- **Problem to solve**
The lines to reproduce run from the first one below to the line containing "height:6px; margin:-3px; padding:0", both included. Reproduce them exactly and nothing else.

- **Data under study**
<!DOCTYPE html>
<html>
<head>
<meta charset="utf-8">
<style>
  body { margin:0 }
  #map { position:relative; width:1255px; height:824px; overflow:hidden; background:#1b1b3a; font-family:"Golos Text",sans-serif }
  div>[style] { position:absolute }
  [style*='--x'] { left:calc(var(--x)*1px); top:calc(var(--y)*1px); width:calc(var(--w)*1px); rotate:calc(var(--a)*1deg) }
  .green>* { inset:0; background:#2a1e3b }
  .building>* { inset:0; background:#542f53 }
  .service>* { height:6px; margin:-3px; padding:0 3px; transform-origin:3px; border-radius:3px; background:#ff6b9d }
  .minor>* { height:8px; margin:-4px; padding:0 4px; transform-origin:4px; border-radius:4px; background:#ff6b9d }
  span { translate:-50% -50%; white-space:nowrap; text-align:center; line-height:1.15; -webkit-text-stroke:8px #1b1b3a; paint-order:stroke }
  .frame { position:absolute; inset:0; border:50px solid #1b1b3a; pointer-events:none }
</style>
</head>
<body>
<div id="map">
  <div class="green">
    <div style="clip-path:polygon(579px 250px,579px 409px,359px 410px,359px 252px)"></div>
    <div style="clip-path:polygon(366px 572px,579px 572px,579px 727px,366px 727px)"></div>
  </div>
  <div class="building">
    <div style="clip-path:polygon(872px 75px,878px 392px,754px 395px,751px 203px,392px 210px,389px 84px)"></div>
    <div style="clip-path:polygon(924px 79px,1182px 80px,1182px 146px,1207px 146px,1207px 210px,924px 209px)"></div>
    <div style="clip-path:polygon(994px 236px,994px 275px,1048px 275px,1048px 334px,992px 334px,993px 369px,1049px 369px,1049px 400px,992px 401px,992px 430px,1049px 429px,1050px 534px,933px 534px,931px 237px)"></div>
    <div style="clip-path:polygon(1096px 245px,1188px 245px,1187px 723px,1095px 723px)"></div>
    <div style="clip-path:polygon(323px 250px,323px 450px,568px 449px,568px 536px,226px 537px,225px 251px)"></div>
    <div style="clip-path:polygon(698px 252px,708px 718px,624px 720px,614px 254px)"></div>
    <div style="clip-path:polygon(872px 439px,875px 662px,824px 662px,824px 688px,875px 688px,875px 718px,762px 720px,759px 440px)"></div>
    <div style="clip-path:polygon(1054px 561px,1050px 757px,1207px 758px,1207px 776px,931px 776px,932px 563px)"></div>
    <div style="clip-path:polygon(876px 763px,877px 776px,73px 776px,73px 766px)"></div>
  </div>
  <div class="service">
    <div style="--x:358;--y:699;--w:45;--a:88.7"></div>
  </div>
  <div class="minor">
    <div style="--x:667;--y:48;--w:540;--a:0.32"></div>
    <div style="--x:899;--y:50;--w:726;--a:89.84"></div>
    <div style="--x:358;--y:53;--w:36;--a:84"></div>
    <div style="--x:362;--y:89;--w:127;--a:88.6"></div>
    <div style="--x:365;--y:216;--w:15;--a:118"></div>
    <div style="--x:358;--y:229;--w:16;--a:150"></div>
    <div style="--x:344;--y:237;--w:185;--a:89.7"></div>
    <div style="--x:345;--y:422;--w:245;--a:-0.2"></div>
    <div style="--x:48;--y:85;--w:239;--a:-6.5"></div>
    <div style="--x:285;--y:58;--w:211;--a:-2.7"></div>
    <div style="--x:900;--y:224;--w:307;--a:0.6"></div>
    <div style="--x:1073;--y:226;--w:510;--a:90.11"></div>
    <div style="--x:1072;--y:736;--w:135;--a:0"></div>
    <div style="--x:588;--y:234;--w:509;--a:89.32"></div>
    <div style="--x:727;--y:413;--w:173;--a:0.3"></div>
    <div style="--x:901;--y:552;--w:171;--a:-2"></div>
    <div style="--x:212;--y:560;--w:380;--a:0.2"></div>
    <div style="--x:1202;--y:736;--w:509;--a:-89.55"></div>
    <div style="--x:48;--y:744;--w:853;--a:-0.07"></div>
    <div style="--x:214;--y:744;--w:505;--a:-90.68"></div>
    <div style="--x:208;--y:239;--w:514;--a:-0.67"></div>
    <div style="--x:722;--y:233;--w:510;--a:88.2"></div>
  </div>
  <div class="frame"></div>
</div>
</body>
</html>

- **Task answer**
<!DOCTYPE html>
<html>
<head>
<meta charset="utf-8">
<style>
  body { margin:0 }
  #map { position:relative; width:1255px; height:824px; overflow:hidden; background:#1b1b3a; font-family:"Golos Text",sans-serif }
  div>[style] { position:absolute }
  [style*='--x'] { left:calc(var(--x)*1px); top:calc(var(--y)*1px); width:calc(var(--w)*1px); rotate:calc(var(--a)*1deg) }
  .green>* { inset:0; background:#2a1e3b }
  .building>* { inset:0; background:#542f53 }
  .service>* { height:6px; margin:-3px; padding:0 3px; transform-origin:3px; border-radius:3px; background:#ff6b9d }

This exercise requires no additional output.